SAN JOSE (CBS SF) — South Bay officials including San Jose Mayor Sam Liccardo and a group of Silicon Valley business leaders announced a new coronavirus pandemic response program Wednesday that is intended to distribute food, organize volunteers and provide monetary support to vulnerable residents.
Elected leaders and executives with South Bay nonprofits and businesses maintained good social distancing at the second harvest food bank as Mayor Liccardo announced the launch.
“The greatest generation we’re so familiar with who during the Great Depression and World War II, who rose above and found its moment. Well, this is our moment,” said Liccardo.
The Silicon Valley Strong program includes an online resource hub at siliconvalleystrong.org that will serve as a location at which volunteers can sign up to distribute food to vulnerable populations like seniors and those with significant medical issues.
The city of San Jose and Santa Clara County are operating the program and the San Jose Strong fund in collaboration with Silicon Valley businesses like Apple, according to Liccardo’s office.
On Wednesday, Apple donated $1 million to the cause.
“As you all know, Apple has called this region home for over 40 years,” said Mike Foulkes, Apples Director of State and Local Government Affairs. “We feel a profound sense of civic responsibility to ensure it remains a vibrant place.”
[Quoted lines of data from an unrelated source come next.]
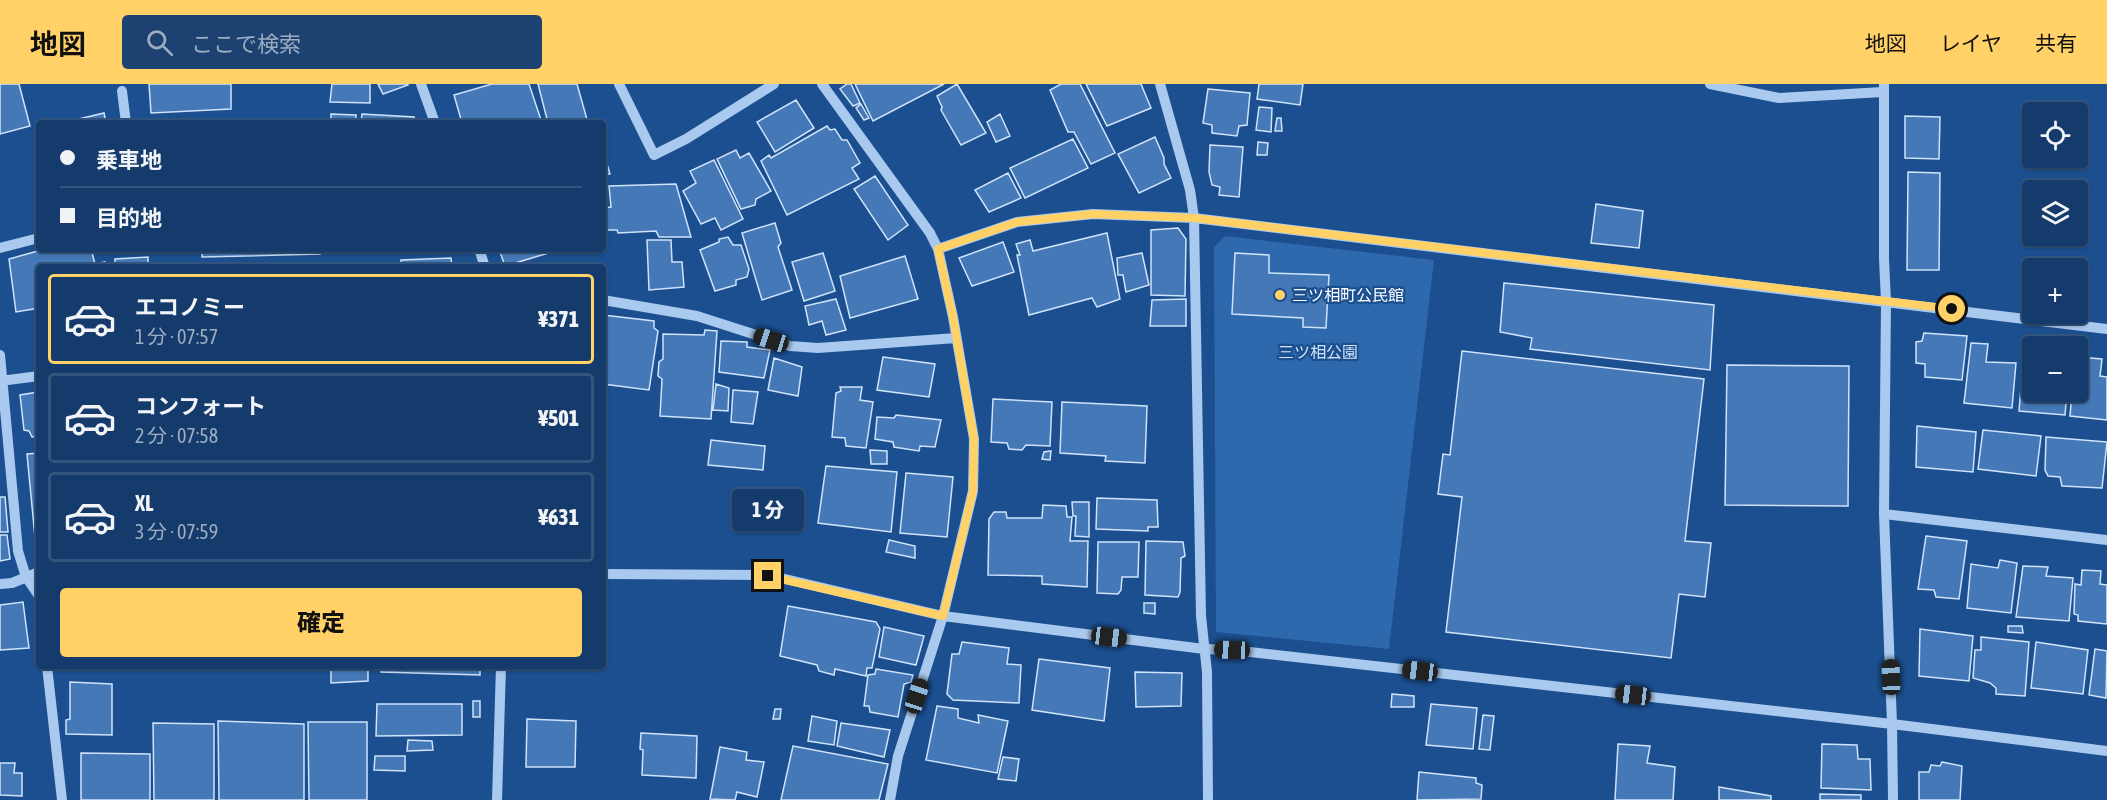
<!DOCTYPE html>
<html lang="ja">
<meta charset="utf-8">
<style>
body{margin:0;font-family:"Asap Condensed","Noto Sans JP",sans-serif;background:#1d4271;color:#f1f3f6;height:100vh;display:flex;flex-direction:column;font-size:22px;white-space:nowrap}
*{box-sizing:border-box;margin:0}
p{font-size:20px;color:#9dadc1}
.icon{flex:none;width:33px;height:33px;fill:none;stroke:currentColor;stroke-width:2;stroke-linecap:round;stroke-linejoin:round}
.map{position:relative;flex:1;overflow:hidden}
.side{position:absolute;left:36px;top:180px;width:570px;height:405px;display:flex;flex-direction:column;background:#143b6b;border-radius:6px;box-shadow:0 2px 4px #0004,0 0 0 2px #33557e}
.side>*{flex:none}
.top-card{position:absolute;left:36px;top:36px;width:570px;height:132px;border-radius:6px;box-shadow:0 2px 4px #0004,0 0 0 2px #33557e;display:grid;align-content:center;height:132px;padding:0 24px;background:#143b6b}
.buttons{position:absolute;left:2022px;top:18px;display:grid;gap:12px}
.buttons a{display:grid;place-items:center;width:66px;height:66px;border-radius:6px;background:#143b6b;box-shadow:0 2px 4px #0004,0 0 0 2px #33557e;font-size:30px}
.end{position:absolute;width:27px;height:27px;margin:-14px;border:8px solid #ffd166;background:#111;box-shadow:0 0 0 3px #111}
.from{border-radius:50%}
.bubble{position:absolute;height:42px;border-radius:6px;background:#143b6b;box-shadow:0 2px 4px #0004,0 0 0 2px #33557e;font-size:20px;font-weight:800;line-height:42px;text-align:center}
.car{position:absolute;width:18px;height:36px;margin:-18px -9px;border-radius:8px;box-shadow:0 0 4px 2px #0007;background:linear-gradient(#222 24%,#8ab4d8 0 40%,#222 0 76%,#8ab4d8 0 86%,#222 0)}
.top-card b{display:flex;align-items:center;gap:21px;height:57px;font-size:22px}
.top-card b+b{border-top:2px solid #33557e}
.top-card i{width:15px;height:15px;background:#f1f3f6}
ul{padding:10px 0 0;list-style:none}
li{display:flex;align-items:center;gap:18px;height:90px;margin:0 12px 9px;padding:0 12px;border:3px solid #33557e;border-radius:6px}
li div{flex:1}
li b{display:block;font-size:22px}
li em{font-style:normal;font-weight:800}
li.selected{border-color:#ffd166}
li>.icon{width:54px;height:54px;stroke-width:1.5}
.primary-button{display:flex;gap:12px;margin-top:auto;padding:12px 24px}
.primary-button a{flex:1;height:69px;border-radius:6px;background:#ffd166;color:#111;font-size:24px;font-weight:800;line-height:69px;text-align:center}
header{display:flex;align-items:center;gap:36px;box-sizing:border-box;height:84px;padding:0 30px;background:#ffd166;color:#111}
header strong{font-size:28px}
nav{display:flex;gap:33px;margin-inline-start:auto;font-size:21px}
.search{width:420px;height:54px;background:#1d4271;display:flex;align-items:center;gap:15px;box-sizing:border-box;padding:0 21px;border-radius:6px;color:#9dadc1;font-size:22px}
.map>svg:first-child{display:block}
.green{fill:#2e69ad}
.building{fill:#4478b7;stroke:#cfe3fa;stroke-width:1.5}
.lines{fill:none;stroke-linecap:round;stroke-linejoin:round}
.minor{stroke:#a9c9ee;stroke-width:10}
.route{stroke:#ffd166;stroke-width:8}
.poi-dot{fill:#ffd166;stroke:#1b4f8f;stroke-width:2}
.labels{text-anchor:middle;stroke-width:4.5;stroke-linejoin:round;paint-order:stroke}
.poi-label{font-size:16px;fill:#fff;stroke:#1b4f8f;text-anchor:start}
.park-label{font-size:16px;fill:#cfe3fa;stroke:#1b4f8f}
</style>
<header>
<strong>地図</strong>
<div class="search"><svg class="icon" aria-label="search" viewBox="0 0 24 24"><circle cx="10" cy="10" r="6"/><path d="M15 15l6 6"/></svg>ここで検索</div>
<nav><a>地図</a><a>レイヤ</a><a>共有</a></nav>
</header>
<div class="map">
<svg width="2107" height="716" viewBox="0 0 2107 716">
<rect width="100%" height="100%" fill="#1b4f8f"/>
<path class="green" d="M1225,152L1434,176L1389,565L1216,548L1214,163Z"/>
<path class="building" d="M0,0H19L30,42L0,50Z
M149,0H231V25L151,29Z
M332,0H370V19L330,18Z
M378,0H407L408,1L383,10Z
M492,0H529L542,39H462L454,11Z
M538,0H577L588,39H548Z
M847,0H851L860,19L853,22L840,5Z
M855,0H944L873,37Z
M957,0L986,49L961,61L941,26L942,23L937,12Z
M1061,0H1080L1115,69L1091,80L1074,48H1068L1050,6Z
M1086,0H1141L1151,24L1107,42Z
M1259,0H1303L1300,21L1257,15Z
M1208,5L1250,9L1247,41L1239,42L1237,52L1212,49V41L1203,39Z
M796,16L814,44L775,68L757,38Z
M861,20L869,34L864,36L856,24Z
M1259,23L1272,24L1271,48L1256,46Z
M104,29L106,39H62Z
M331,30L356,31V39H331Z
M362,30L414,33L415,39H361Z
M1000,30L1010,52L996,58L987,38Z
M1905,32L1940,33L1939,75L1905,74Z
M1277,34H1281L1282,47H1275Z
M827,42L830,46L835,45L842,56H847L860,79L852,84L859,95L787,131L761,77L769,71L771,74Z
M1155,53L1164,74V80L1171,94L1139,109L1118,70Z
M1073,55L1088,84L1025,114L1010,84Z
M1258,58L1268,59L1267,71H1257Z
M1210,61L1243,63L1239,113L1219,111L1220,103L1212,101L1209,88Z
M736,66L740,74L749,69L771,107L756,115L755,121L741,125L717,75Z
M603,67L610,90L603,91Z
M714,76L743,135L721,146L715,134L701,140L683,107L696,99L690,87Z
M1908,88L1940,89L1939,186H1907Z
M1008,89L1021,114L989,128L975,106Z
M875,92L908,141L888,156L854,105Z
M676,100L691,153H659L656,147L618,149L617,146H603V124L611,123L609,102Z
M1596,120L1643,127L1639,164L1591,159Z
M775,139L781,159L778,163L792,206L762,216L742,149Z
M1178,144L1186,155L1185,212L1151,211V146Z
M1107,149L1120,215L1097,223L1092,214L1029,231L1017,171H1020L1016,160L1030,156L1033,167Z
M728,153L733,161H741L749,185L747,193L736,196V201L715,207L700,166L719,158V155Z
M647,156H671L672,178H682L684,203L649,206Z
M1003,158L1014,188L972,202L959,174Z
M45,165H91L95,180L105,178L106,183H39V224L16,228L9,175Z
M202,165H320V170L202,173Z
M499,165H562L505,182Z
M823,169L835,207L804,217L792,178Z
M1142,169L1149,201L1126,208L1123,191H1118L1117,174Z
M1235,169L1269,171V189L1329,191L1326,244L1303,243V234L1232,230Z
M905,172L918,215L850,234L840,192Z
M148,173V183H115V175Z
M451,174L452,183H401V176Z
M1504,199L1714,221L1710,286L1530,265L1532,254L1500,248Z
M836,215L846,246L826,251L822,237L809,241L805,222Z
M1186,215V242H1150L1152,216Z
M603,231L654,237V244L658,247L649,306L603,300Z
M705,246L717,247L711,335L660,332L662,295L658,292L659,278L663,275V250L704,251Z
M1924,249L1967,252L1962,296L1925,293V280L1916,279V258L1922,257Z
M721,257L747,258V263L770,266L764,294L719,288Z
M1971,259L1988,260L1986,278L2016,279L2012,324L1964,319Z
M1462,267L1704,295L1685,457L1711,459L1705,513L1679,510L1671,574L1446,548L1462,413L1438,410L1443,370L1450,371Z
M883,273L935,280L929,313L877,306Z
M2078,273L2102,275L2100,292L2107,293V336L2070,332L2072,308H2078Z
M774,274L802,283L798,312L768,306Z
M2023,278L2032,279V308H2067L2065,331L2019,327Z
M1727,281L1849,282L1848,422L1725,421Z
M716,300L729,304L728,327L713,326Z
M840,303H862L860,316L873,318L866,364L846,362L845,354L832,353L836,309L841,307Z
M733,306L758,308L753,340L731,338Z
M39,308V352L32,353L29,347L24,346L20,311Z
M993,315L1052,318L1050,362L1026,361L1022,366L1009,365L1007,359L991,358Z
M1062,318L1147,322L1145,379L1105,377L1106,372L1060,369Z
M896,331L941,336L935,363L920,362L919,367L894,363L893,358L875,355L877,333L894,334Z
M1917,342L1976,348L1973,388L1916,383Z
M1983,346L2041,352L2036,392L1978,385Z
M2046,353L2107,358L2102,404L2062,402L2060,393L2048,392L2045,386Z
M711,356L765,362L763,386L708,381Z
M870,366L887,367V380H871Z
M1051,367L1050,376L1042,375L1044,368Z
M39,369V464H36L27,370Z
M826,382L897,388L891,448L818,439Z
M906,389L953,393L947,453L900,449Z
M0,413H5L8,448H0Z
M1097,414L1157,416L1158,443H1148V447L1096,445Z
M1072,418H1089V453L1075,452L1076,432H1073Z
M1043,421L1066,422L1067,433H1072L1070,457H1088L1087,503L1042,500V492L988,491L989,435L994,428H1006L1007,434H1042Z
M0,451H7L10,475L0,477Z
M1926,452L1967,457L1959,515L1936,513L1934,506L1918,505Z
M889,456L915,462V474L886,468Z
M1146,457L1183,458L1185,472L1181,474L1180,508L1178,513L1145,511Z
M1098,458H1139L1138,493H1122L1121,506L1118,510L1097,509Z
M2000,476L2017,479L2011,529L1967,524L1971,480L1998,484Z
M2023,482L2048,483L2046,492L2073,494L2069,537L2016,533Z
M2082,486L2101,487L2100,500L2107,501V540L2078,537V531L2074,530L2075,500L2081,501Z
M23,518L29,564L0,566V521Z
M1144,519H1155V530L1144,529Z
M788,522L876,538L880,545L872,584H867L866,592L835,585L834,591L819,587L817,581L780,572Z
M2008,542H2022L2023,549L2008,548Z
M884,543L924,552L916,581L879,573Z
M1920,545L1973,552L1969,597L1919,592Z
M1981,553L2029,558L2025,612L1996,610V604L1990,599L1973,594L1975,566H1981Z
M962,558L1009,564L1007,580L1021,581L1019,619L953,616L947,610L952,570H959Z
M2036,558L2088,566L2083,610L2031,604Z
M2095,565L2107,567L2106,614L2089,611Z
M1039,575L1110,584L1104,637L1032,626Z
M331,582H368V597L331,599Z
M381,582H480V591L381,588Z
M876,585L913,591L911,598L904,600L898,633L870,628L869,622H864L868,591L875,590Z
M1135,588L1182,589L1181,622L1136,623Z
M70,598L112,600V651L66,650V636L70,635Z
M1392,610L1414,612V623H1391Z
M473,617H480V633H473Z
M377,620H462V651L376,652Z
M1431,620L1477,624L1473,665L1426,661Z
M937,622L958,625V634L979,639L978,631L1008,637L997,689L926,676Z
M775,625H781L780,635H773Z
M1483,631L1494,632L1490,666L1479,665Z
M812,632L837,637L834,661L808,657Z
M527,635L576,637L575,683H526Z
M218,637L304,640V716H219Z
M308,638H367V716H309Z
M153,639L214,640V716H154Z
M841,639L890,646L884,673L837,662Z
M641,649L697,652L696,694L642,691L643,666L640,665Z
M408,656L432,657L433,666L407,667Z
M1618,660L1650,662L1647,679L1675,683L1673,716H1615Z
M1822,660L1857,661L1858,675H1870L1871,706L1821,704Z
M793,662L888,680L879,716H781Z
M720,663L747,668L746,676L764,678L757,713L737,708L735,716L710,715Z
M81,669L150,670V716H81Z
M375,672H405V687L374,686Z
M1003,673L1019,675L1016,697L998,695Z
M1942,678L1962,682L1960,716H1919V688H1929L1931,681L1940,682Z
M0,679H15L14,689H22V712L0,711Z
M1419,688L1476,694V699L1482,701L1481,715L1417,716Z
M1719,703L1771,712V716H1719Z
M1820,710L1861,711V716H1820Z"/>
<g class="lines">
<path class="minor" d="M421,0L435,39
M619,0L654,71L686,55L774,0
M822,0L930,149L938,165
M1160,0L1190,106L1194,134L1201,532L1207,588L1208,716
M1710,0L1779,14L1883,8
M1884,0V175L1886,217L1884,430L1892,640L1893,716
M122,7L126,39
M0,164L39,154
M479,165L485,183
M603,216L697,232L790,262L818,264L956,254
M0,271L18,467L26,493L39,512V516
M0,297L39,292
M1884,430L2107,456
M603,490L768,491L943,532L1204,565L1232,566L1892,640L2107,667
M0,500L12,499L39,488
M47,582L62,716
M497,716L501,582
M890,716L898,672L943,532L973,407L974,355L953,233L938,165L1017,138L1093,130L1194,134L2107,245"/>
</g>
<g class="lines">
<path class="route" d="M768,492L943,532L973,407L974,355L953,233L938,165L1017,138L1093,130L1194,134L1952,225"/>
</g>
<circle class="poi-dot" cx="1280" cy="211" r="6"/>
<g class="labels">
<g class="poi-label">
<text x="1292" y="217">三ツ相町公民館</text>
</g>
<g class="park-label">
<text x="1318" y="274">三ツ相公園</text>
</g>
</g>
</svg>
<div class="buttons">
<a><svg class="icon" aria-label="locate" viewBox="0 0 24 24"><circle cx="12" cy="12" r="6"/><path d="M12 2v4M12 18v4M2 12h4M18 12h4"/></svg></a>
<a><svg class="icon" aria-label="layers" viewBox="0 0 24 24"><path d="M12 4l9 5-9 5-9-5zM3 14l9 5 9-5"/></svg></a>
<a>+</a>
<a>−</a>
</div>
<i class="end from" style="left:1952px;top:225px"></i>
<i class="end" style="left:768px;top:492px"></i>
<div class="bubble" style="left:732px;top:405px;width:72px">1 分</div>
<i class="car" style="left:771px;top:256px;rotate:288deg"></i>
<i class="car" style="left:1109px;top:553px;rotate:97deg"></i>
<i class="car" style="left:1232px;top:566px;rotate:272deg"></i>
<i class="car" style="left:1420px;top:587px;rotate:277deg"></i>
<i class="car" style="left:1891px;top:593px;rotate:358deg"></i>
<i class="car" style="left:1633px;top:611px;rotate:277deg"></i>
<i class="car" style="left:917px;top:612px;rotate:18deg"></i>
<div class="top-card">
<b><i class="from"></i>乗車地</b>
<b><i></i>目的地</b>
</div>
<section class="side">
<ul>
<li class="selected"><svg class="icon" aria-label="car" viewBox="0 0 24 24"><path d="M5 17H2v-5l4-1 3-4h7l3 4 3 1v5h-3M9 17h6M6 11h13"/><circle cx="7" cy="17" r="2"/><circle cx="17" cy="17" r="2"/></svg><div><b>エコノミー</b><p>1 分 · 07:57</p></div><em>¥371</em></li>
<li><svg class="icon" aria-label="car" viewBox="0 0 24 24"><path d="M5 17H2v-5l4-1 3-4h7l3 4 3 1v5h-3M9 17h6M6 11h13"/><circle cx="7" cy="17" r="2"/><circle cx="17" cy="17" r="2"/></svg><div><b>コンフォート</b><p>2 分 · 07:58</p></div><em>¥501</em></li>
<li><svg class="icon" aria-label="car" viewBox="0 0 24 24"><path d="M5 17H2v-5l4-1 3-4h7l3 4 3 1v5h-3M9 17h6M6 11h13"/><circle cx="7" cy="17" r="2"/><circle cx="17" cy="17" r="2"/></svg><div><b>XL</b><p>3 分 · 07:59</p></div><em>¥631</em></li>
</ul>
<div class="primary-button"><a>確定</a></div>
</section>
</div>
The website will also provide a means of crowd-sourcing volunteers. At Second Harvest Food Bank, elderly or retired volunteers make up a large portion of their manpower.
But the shelter-in-place order has forced many of them to stay home.
Samuel Mulder has a message to all the healthy Gen Z and Millennials who have been shrugging off the virus as no big deal.
“There are a lot of people who are my age and a little older, and a little bit younger, who do care. And for those people who are heartfelt and they care,” said Mulder. “Come out. Come out, serve, help. Because every hand, every foot, every heart and mind, it does a whole lot.”
Cathedral of Faith Pastor Ken Foreman reflected on all the images of empty shelves and anxious people hoarding supplies.
“I think it’s a time to say it’s not just all about me; it’s all about we,” said Foreman.
Residents in need of food and other necessities can pre-register at the Silicon Valley Strong website. Households facing food insecurity can also contact 2-1-1 to receive assistance.